Random Variables and Distributions

Random Variables

Random variables, say \(X\), are variables whose possible values (state space) are drawn from some random phenomenon.

Tossing a coin
Rolling a die

There are two types of random variables:

Discrete
Continuous

Mostly, discrete random variables will be used in this course.

Population vs. Sample

Consider some column vector \(D\) from a random variable \(X\).

We can assume that the observed data is a random sample drawn from \(X\), each \(x_{i}\) is iid (independently and identically distributed)

In general, the distribution from which \(X\) is drawn, as well as its moments.

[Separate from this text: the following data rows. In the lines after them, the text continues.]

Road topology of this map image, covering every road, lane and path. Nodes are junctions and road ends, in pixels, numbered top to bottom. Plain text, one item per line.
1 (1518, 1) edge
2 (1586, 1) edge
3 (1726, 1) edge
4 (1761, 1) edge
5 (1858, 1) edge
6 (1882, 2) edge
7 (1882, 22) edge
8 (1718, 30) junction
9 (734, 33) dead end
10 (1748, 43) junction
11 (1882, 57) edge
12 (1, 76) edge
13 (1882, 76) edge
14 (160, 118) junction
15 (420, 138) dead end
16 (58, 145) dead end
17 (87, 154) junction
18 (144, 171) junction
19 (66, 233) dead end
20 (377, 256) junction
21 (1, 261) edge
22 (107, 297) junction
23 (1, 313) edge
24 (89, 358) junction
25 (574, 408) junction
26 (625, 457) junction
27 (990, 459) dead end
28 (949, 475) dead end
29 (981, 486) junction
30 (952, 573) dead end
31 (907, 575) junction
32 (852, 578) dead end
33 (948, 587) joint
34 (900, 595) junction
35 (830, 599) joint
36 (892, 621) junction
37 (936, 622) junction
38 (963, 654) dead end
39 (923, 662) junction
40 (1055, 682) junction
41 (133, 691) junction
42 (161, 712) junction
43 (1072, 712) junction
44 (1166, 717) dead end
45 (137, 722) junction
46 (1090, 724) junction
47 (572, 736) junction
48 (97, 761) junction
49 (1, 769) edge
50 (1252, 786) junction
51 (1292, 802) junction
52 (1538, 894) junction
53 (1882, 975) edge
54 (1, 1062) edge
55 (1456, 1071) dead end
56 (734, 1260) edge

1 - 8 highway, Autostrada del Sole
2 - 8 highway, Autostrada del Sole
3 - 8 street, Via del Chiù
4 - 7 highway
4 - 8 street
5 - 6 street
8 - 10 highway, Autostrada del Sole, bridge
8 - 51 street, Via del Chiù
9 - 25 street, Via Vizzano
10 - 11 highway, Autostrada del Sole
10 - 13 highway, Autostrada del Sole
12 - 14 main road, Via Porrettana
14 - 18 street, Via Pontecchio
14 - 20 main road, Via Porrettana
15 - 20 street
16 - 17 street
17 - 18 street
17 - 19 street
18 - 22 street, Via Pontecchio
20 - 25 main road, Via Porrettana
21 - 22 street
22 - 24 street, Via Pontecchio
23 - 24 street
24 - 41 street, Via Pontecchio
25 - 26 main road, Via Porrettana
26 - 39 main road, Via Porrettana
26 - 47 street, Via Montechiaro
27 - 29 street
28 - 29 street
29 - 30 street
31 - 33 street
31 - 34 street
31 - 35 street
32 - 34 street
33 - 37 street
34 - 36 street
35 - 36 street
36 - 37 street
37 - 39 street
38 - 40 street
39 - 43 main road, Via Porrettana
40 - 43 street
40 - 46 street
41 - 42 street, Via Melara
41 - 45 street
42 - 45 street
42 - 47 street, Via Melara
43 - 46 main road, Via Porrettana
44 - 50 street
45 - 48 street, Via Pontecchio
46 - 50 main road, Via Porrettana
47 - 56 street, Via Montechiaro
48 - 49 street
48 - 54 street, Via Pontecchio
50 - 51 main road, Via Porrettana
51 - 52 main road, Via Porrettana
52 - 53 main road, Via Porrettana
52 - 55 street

We have the sample, and from the sample we can derive its distribution and moments. Hopefully they are close to the population distribution and moments.

Histograms

Suppose we have a discrete variable \(X\) that can take the values 1, 2, 3, 4 with the following probabilities:

\(1\): \(0.2\)
\(2\): \(0.3\)
\(3\): \(0.4\)
\(4\): \(0.10\)

Then the probability mass function can be described by the following histogram (which is essentially the probability mass function):

And this equation:

\[ \hat{f}(x) = P(X = x) = \frac{1}{n} \sum_{i=1}^{n} I(x_{i} = x) \]

Where \(I\) is the identity function:

\[ I(x_{i} = x) = \begin{cases} 1 & \text{if } x_{i} = x \\ 0 & \text{if } x_{i} \neq x \\ \end{cases} \]

In other words, the \(\hat{f}(x)\) function maps all elements in the state space of \(X\) to a 1 or 0, depending on whether the element is equal to \(x\). It then takes the sum, which is just the number of elements that are equal to \(x\). This is similar to how we can sum logical values in R

values <- c(1, 1, 2, 2, 2, 3, 3, 3, 3, 4)
# There are 2 1s in the values vector
sum(values == 1)

## [1] 2

\(\hat{f}(1) = 2\), since the function basically just counts how many 1s there are in the state space.

Probability Density Function

A probability density function (PDF) is similar to a probability mass function (PMF), but it is for continuous random variables.

A density plot visualizes the underlying probability distribution of some data by drawing a continuous curve.

Measures of Central Tendency

Mean

Mean (sample):

\[ \hat{\mu} = \frac{1}{n - 1} \sum_{i = 1}^{n} x_{i} \]

Is the mean robust/stable? Robustness meaning the measure is not affected by extreme values.

Not really, an extreme number can impact the mean.
Rather, a trimmed mean can be used, whose extreme values are discarded.

Expectation of an r.v., what’s the difference between the expected value and the mean?

# Suppose we are rolling a die
x <- c(1, 2, 3, 4, 5, 6)
# The probability of rolling any of them is 1/6
probabilities <- rep(1/6, each = 6)

# What is the average value of the die in the long run? (This is the expected value)
expected_value <- 0 
for (i in 1:length(x)) {
    expected_value <- expected_value + (x[i] * probabilities[i])
}
print(paste("Expected value:", expected_value))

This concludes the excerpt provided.